Волчья каторга - Евгений Сухов 10 стр.


— Я говорю вам сущую правду, несравненная мамзель Глафира, — расплылся в широкой улыбке парень и выплюнул цигарку, — и очень даже хороший комплимент. Ведь эта Лина Кавальери, можно сказать, первейшая на свете красавица!

— Ну, уж вы скажете. — Щечки мамзель Глафиры слегка заалели, по всему видно, что вниманием она довольна. — Прям, засмущали меня до невозможности.
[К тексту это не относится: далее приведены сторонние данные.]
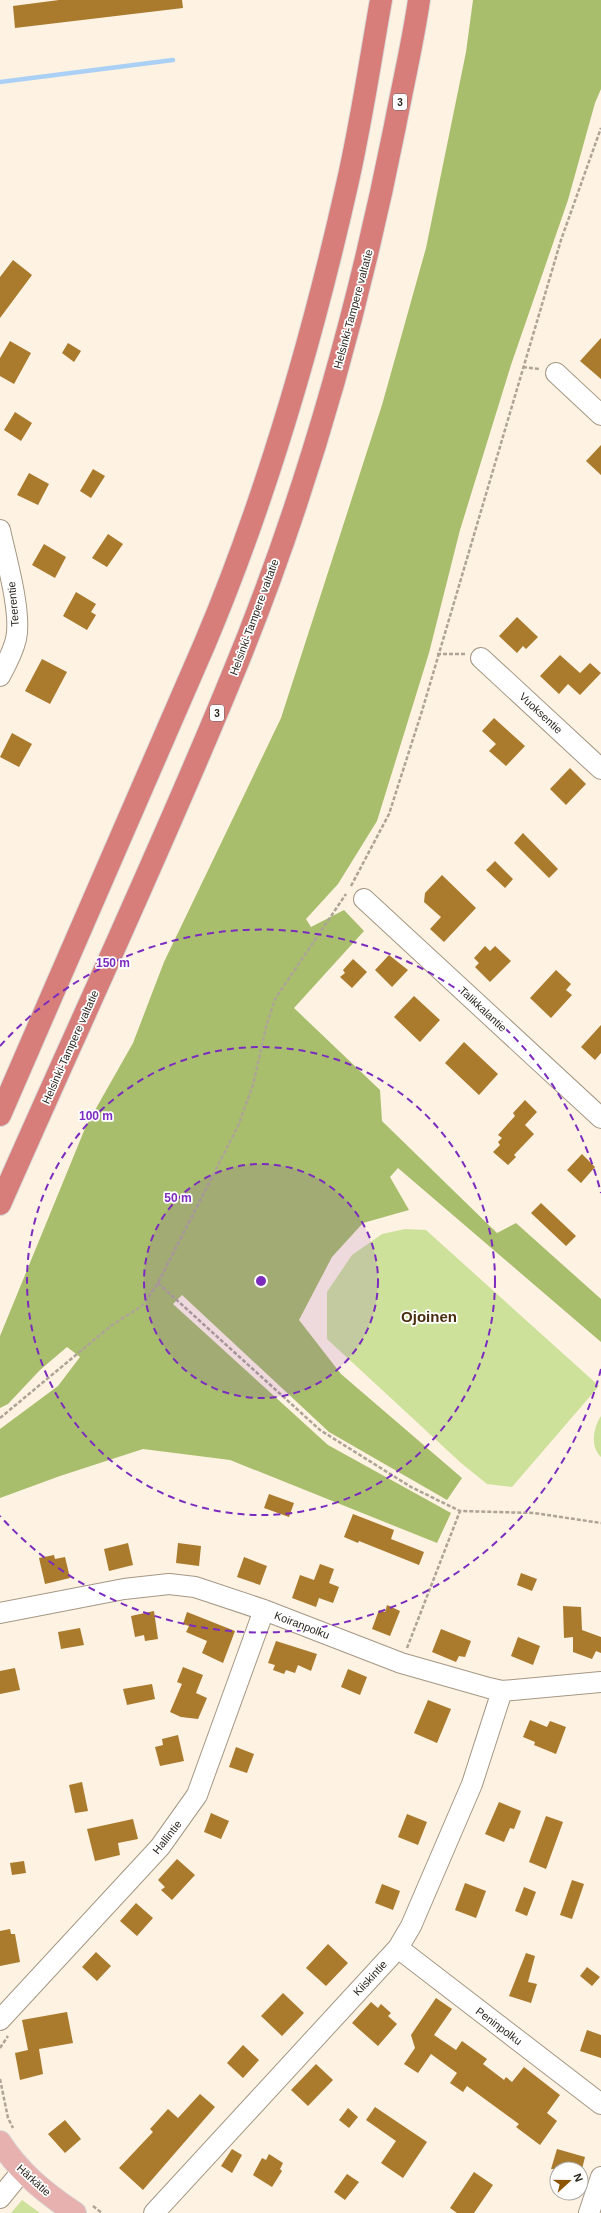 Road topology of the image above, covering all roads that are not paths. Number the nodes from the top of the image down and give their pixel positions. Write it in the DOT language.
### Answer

Нехорошо это с вашей стороны, Григорий Северьянович.

— Да чего ж здесь нехорошего, коли вы…

— Цигарку подбери, — подошел к нему человек в штатском. — Если не хочешь в участок загреметь.

Парень хотел было возмутиться, но, посмотрев в строгие глаза говорившего, вернулся и поднял окурок папиросы.

— А теперь брось в урну, милок…

Григорий Северьянович кивнул и… растаял, словно его и не было, а через минуту возле «несравненной мамзель Глафиры» расхаживал гоголем уже другой парень. Без цигарки.

Вообще городовых в «Потешном саду» было много. По распоряжению генерал-губернатора его высочества великого князя Сергея Александровича, дабы не смущать почтенную публику, были они в цивильной одежде, но службу несли зорко и безобразий во время гуляний в «Потешном саду» ли, в «Эрмитаже» или «Аквариуме» никаких не допускали. С ними было как-то спокойнее…

В бильярдной — большой зале с десятком столов — вовсю шла игра. Городовой в штатском имелся и здесь. Воловцов сразу определил в усатом мужчине с военной выправкой бывшего фельдфебеля полицейского. Тот стоял у входа и наблюдал за игрой у одного из столов. Служитель порядка не пресекал игру на деньги (не было ему такового предписания, да и играли вполне безобидно, по маленькой), поскольку это в увеселительных заведениях было распространено повсеместно, но, случись какая вольность или пьяная выходка, спуску нарушителю спокойствия и благочиния он бы положительно не дал…

Жилкин был здесь. Воловцов увидел его играющим за самым дальним столом от входа. Был он, конечно, не в арестантской робе, как на фотографической карточке, а в костюме, вполне приличном, кажется, даже из английского сукна, что не помешало Ивану Федоровичу узнать его сразу. И прогулочной походкой, останавливаясь то у одного стола, то у другого, он приблизился к дальнему столу.

Ваня играл с плотным господином в «американку». Когда подошел Воловцов, Жилкин забил последний, восьмой шар в лузу и с довольным видом посмотрел на плотного господина:

— С вас, уважаемый, «синенькая».

Плотный посуровел, достал из портмоне пять рублей и молча протянул победителю. Ваня небрежно сложил купюру вчетверо и положил деньги во внутренний карман, а потом вопросительно посмотрел на Ивана Федоровича:

— Желаете сыграть?

— Нет, — ответил Воловцов. — Желаю с вами побеседовать.

— На какую тему? — Жилкин бегло огляделся, словно ища пути к отступлению, то есть бегству. Заметив это, Воловцов подошел к нему ближе и, глядя прямо в глаза, произнес:

— Не советую вам «делать ноги», любезнейший Иван Захарович. Иначе вон тот господин с усами, — повел он подбородком в сторону переодетого городового, — вам их просто переломает.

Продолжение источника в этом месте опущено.